In Part 1 we touched on how modern communications are reliant on cell phone towers. Then, we ever-so-briefly considered efforts to camouflage these towers, and we saw how mobile cell phone towers can augment cell phone tower coverage in case of damage to a tower or to offer additional capacity when needed. Finally, we introduced the concept of "interceptors", phony cell phone towers that have been surreptitiously placed for some clandestine or illicit purpose.
We will continue by combining the concepts of a cell phone "tower" -- or perhaps "interceptor" is the better term to use here -- with the concepts of camouflage and mobility. However, before we proceed, we need to briefly review some terms used in discussing cell phones.
Most people have heard terms like "3G" and "4G" to describe cell phones and service. What exactly does this mean?
Initially, cell phones were analog devices. The radio frequency spectrum was divided into slices, called channels, and a cell phone would transmit on one channel, while simultaneously receiving on another. This ability to transmit and receive simultaneously is called "full duplexing", and allows for a normal conversation to occur. In contrast, radios tend to be "half duplex" systems, where one party talks while the other listens, and then they switch to where the one listens while the other talks.

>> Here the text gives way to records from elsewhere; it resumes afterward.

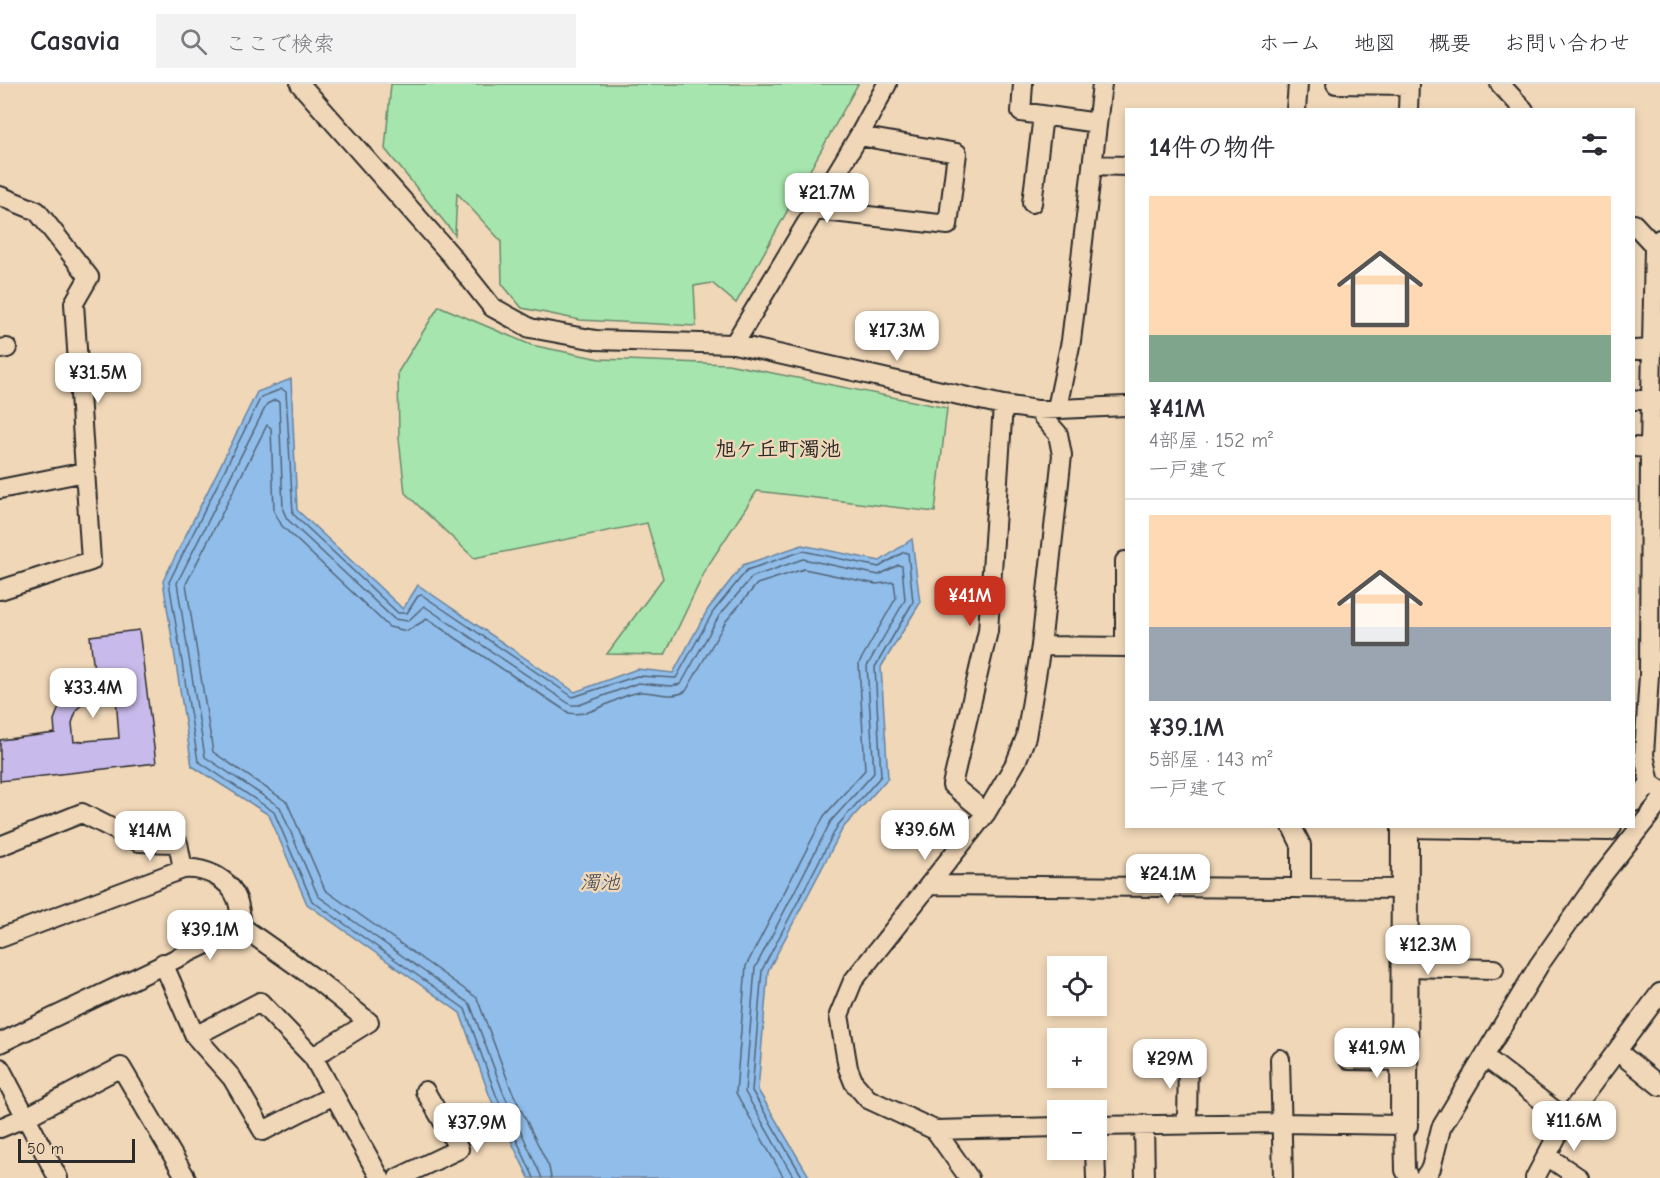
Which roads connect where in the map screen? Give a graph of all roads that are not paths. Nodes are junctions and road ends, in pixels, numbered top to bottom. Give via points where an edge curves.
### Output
1 (300, 84) edge
2 (887, 84) edge
3 (1023, 84) edge
4 (1102, 84) edge
5 (1298, 84) edge
6 (1336, 84) edge
7 (1500, 84) edge
8 (1409, 85) edge
9 (1296, 108) edge
10 (1408, 108) edge
11 (1522, 108) edge
12 (1043, 116) junction
13 (1097, 123) junction
14 (859, 136) junction
15 (1092, 165) junction
16 (1125, 165) edge
17 (0, 196) edge
18 (1032, 203) dead end
19 (815, 210) junction
20 (1635, 225) edge
21 (1658, 245) edge
22 (734, 344) junction
23 (1635, 350) edge
24 (1653, 350) junction
25 (1635, 400) edge
26 (1656, 400) edge
27 (1003, 405) junction
28 (1125, 406) edge
29 (1057, 408) junction
30 (1037, 410) junction
31 (1642, 447) edge
32 (86, 472) junction
33 (0, 489) edge
34 (1654, 495) edge
35 (1641, 523) edge
36 (0, 590) edge
37 (1641, 600) edge
38 (1041, 646) junction
39 (1125, 647) edge
40 (1641, 675) edge
41 (1639, 755) edge
42 (1655, 786) edge
43 (1635, 801) edge
44 (1658, 811) edge
45 (986, 813) junction
46 (1292, 828) edge
47 (1405, 828) edge
48 (1456, 828) edge
49 (1611, 828) edge
50 (0, 846) edge
51 (183, 869) junction
52 (930, 885) junction
53 (1301, 888) junction
54 (1406, 889) junction
55 (242, 927) junction
56 (0, 938) edge
57 (163, 963) junction
58 (1406, 967) junction
59 (1494, 969) dead end
60 (1660, 993) edge
61 (195, 1036) junction
62 (0, 1043) edge
63 (1617, 1051) junction
64 (313, 1057) junction
65 (1485, 1057) junction
66 (1188, 1058) dead end
67 (1280, 1059) dead end
68 (1349, 1060) dead end
69 (1405, 1061) junction
70 (0, 1068) edge
71 (1660, 1086) edge
72 (425, 1091) dead end
73 (334, 1095) junction
74 (26, 1117) junction
75 (1566, 1119) junction
76 (1187, 1123) junction
77 (1281, 1123) junction
78 (1144, 1124) junction
79 (1404, 1125) junction
80 (1047, 1126) edge
81 (1107, 1126) edge
82 (0, 1128) edge
83 (935, 1130) junction
84 (1547, 1156) junction
85 (1095, 1160) edge
86 (58, 1178) edge
87 (186, 1178) edge
88 (380, 1178) edge
89 (399, 1178) edge
90 (969, 1178) edge
91 (1096, 1178) edge
92 (1145, 1178) edge
93 (1283, 1178) edge
94 (1409, 1178) edge
95 (1424, 1178) edge
96 (1535, 1178) edge
97 (1580, 1178) edge

1 - 22 street via 492,307 530,328 596,340
2 - 14 street
3 - 12 street via 1022,112
4 - 13 street
5 - 9 street
6 - 8 street
7 - 11 street
8 - 10 street
12 - 13 street
12 - 18 street
13 - 15 street
14 - 19 street
14 - 19 street via 957,153 948,225
15 - 16 street
15 - 29 street via 1071,341
17 - 32 street via 37,212 89,277 74,303
19 - 22 street
20 - 21 street
21 - 24 street
22 - 27 street
23 - 24 street
24 - 26 street
25 - 26 street
26 - 31 street
27 - 30 street
27 - 45 street via 988,631 951,786
28 - 29 street
29 - 30 street
30 - 38 street via 1058,434 1062,455
31 - 34 street
32 - 33 street
32 - 36 street via 91,561
34 - 35 street
35 - 37 street
37 - 40 street
38 - 39 street
38 - 45 street via 1026,737
40 - 41 street
41 - 42 street
42 - 43 street
44 - 65 street via 1597,882 1539,965
45 - 52 street
46 - 53 street via 1301,845
47 - 54 street
48 - 49 street
50 - 51 street via 82,813 139,842 178,843
51 - 55 street via 197,868 220,877 237,897
51 - 56 street
52 - 53 street
52 - 83 street via 853,981 839,1015 854,1083 868,1099
53 - 54 street
54 - 58 street
55 - 57 street
55 - 64 street via 369,1022
57 - 61 street
57 - 62 street
58 - 59 street
58 - 69 street
60 - 63 street
61 - 64 street via 260,1002
61 - 73 street via 232,1077 262,1131
63 - 71 street
63 - 75 street
64 - 73 street
65 - 75 street
65 - 95 street via 1440,1128 1431,1168
66 - 76 street
67 - 77 street
68 - 69 street
69 - 79 street
70 - 74 street
72 - 89 street via 459,1149
73 - 88 street
74 - 82 street
74 - 86 street
74 - 87 street via 121,1067
75 - 84 street
76 - 77 street
76 - 78 street
77 - 79 street
77 - 93 street
78 - 81 street
78 - 92 street
79 - 94 street via 1405,1170
80 - 83 street
83 - 90 street
84 - 96 street
84 - 97 street
85 - 91 street

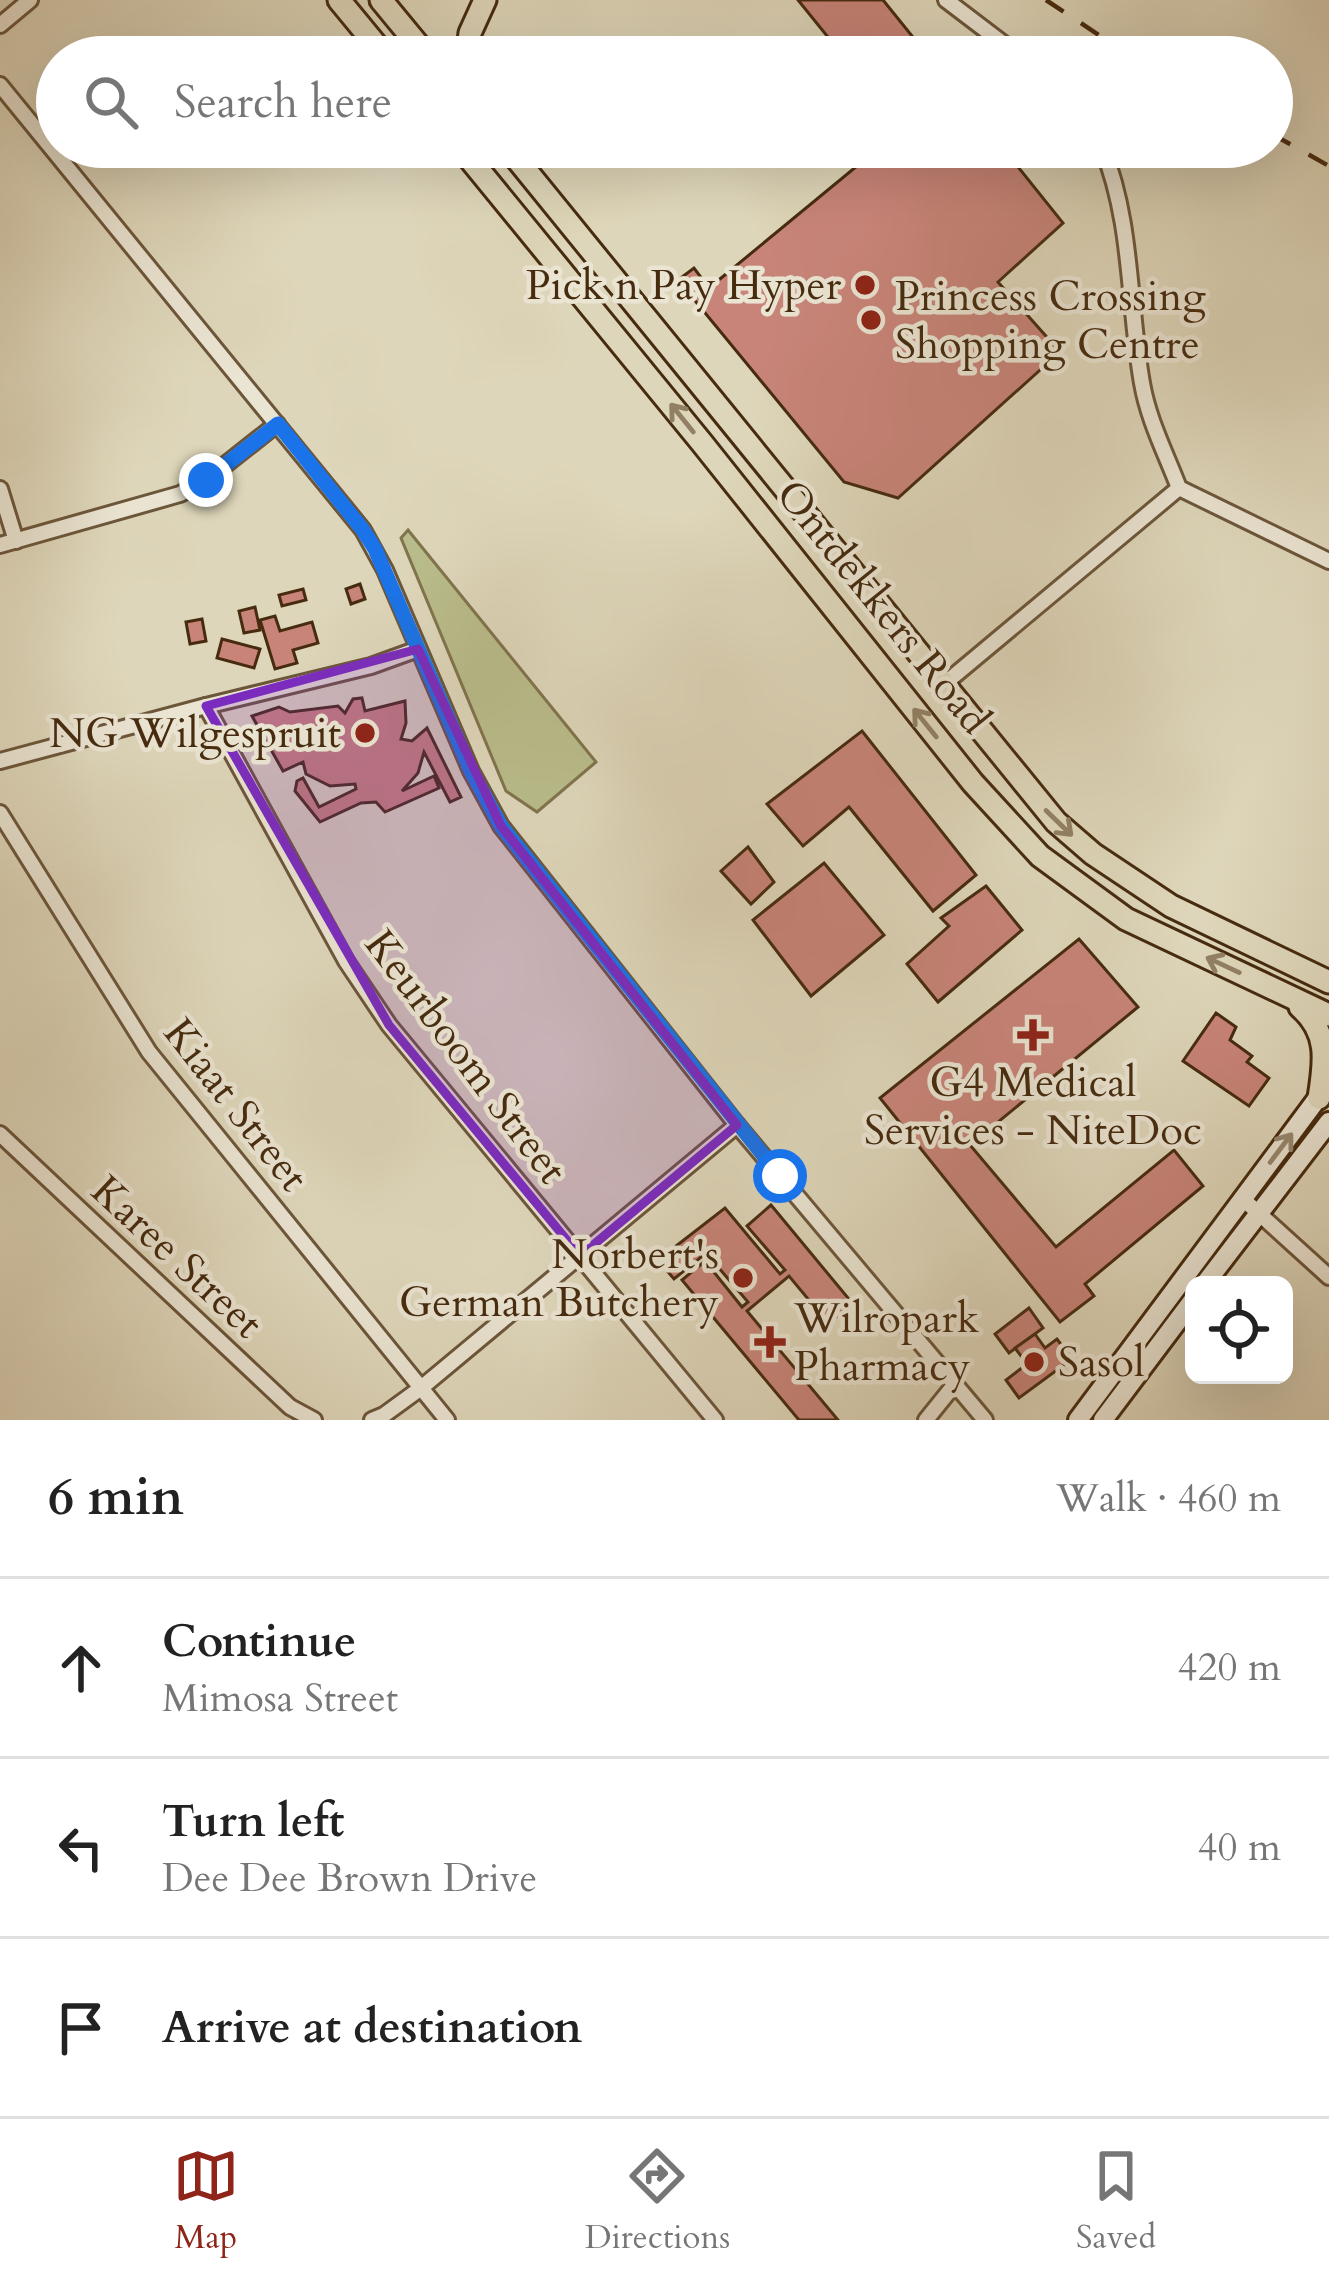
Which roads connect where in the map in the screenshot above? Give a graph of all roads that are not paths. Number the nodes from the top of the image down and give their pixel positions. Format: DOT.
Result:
graph roads {
  1 [pos="30,0"];
  2 [pos="339,0"];
  3 [pos="381,0"];
  4 [pos="485,0"];
  5 [pos="946,0"];
  6 [pos="0,25"];
  7 [pos="369,36"];
  8 [pos="411,36"];
  9 [pos="470,36"];
  10 [pos="993,36"];
  11 [pos="0,85"];
  12 [pos="36,129"];
  13 [pos="68,168"];
  14 [pos="477,168"];
  15 [pos="524,168"];
  16 [pos="1111,168"];
  17 [pos="278,424"];
  18 [pos="1179,488"];
  19 [pos="0,489"];
  20 [pos="16,541"];
  21 [pos="0,545"];
  22 [pos="1329,561"];
  23 [pos="418,650"];
  24 [pos="943,685"];
  25 [pos="206,706"];
  26 [pos="0,761"];
  27 [pos="0,813"];
  28 [pos="1329,982"];
  29 [pos="1279,991"];
  30 [pos="1329,1015"];
  31 [pos="1324,1091"];
  32 [pos="1329,1122"];
  33 [pos="737,1124"];
  34 [pos="0,1134"];
  35 [pos="1243,1199"];
  36 [pos="1257,1214"];
  37 [pos="580,1256"];
  38 [pos="1211,1276"];
  39 [pos="1329,1277"];
  40 [pos="1185,1311"];
  41 [pos="955,1384"];
  42 [pos="421,1388"];
  43 [pos="314,1420"];
  44 [pos="371,1420"];
  45 [pos="447,1420"];
  46 [pos="715,1420"];
  47 [pos="926,1420"];
  48 [pos="985,1420"];
  49 [pos="1078,1420"];
  50 [pos="1103,1420"];
  1 -- 6 [label="street"];
  2 -- 7 [label="main road"];
  3 -- 8 [label="main road"];
  4 -- 9 [label="main road"];
  5 -- 10 [label="street"];
  11 -- 12 [label="street"];
  13 -- 17 [label="street"];
  29 -- 14 [label="main road, Ontdekkers Road, one-way"];
  15 -- 24 [label="main road, Ontdekkers Road"];
  16 -- 18 [label="street"];
  17 -- 20 [label="street"];
  17 -- 23 [label="street"];
  18 -- 22 [label="street"];
  18 -- 24 [label="street"];
  19 -- 20 [label="street"];
  20 -- 21 [label="street"];
  23 -- 25 [label="street"];
  23 -- 33 [label="street"];
  24 -- 28 [label="main road, Ontdekkers Road, one-way"];
  25 -- 26 [label="street"];
  25 -- 37 [label="street, Keurboom Street"];
  27 -- 42 [label="street, Kiaat Street"];
  29 -- 30 [label="main road, Ontdekkers Road"];
  29 -- 31 [label="main road"];
  35 -- 31 [label="main road, one-way"];
  32 -- 36 [label="main road"];
  33 -- 37 [label="street"];
  33 -- 41 [label="street"];
  34 -- 43 [label="street, Karee Street"];
  35 -- 36 [label="street"];
  35 -- 49 [label="main road"];
  36 -- 38 [label="main road"];
  36 -- 39 [label="street"];
  37 -- 42 [label="street"];
  37 -- 46 [label="street, Keurboom Street"];
  40 -- 50 [label="main road"];
  41 -- 47 [label="street"];
  41 -- 48 [label="street"];
  42 -- 44 [label="street"];
  42 -- 45 [label="street, Kiaat Street"];
}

Later, digital technology was incorporated, allowing compression and manipulation of the signals which, in turn, increase cell phone call capacity in a system. Even newer technologies in signal processing then allowed for dramatic leaps in data transfer rates, making it possible for cell phones to become handheld computers, and the cell network to work like a Wi-Fi. This was dubbed "3G" for third generation, making analog technology 1G and the first digital technology 2G. Later, anything more advanced than 3G was dubbed "4G", though many people are beginning to realize that most "4G" is, in fact, only an incremental improvement over 3G. Thus, "true" 4G refers to 4G LTE - fourth generation long-term evolution.
Current cell phones use something akin to an operating system. The most common are GSM (Global System for Mobile Communications) used by AT&T and T-Mobile, and IDEN (Integrated Digital Enhanced Network), introduced by Motorola and used by Nextel, which is GSM-based.
For a readable explanation of cell phone technology and how it has evolved, I suggest you begin with How Cell Phones Work.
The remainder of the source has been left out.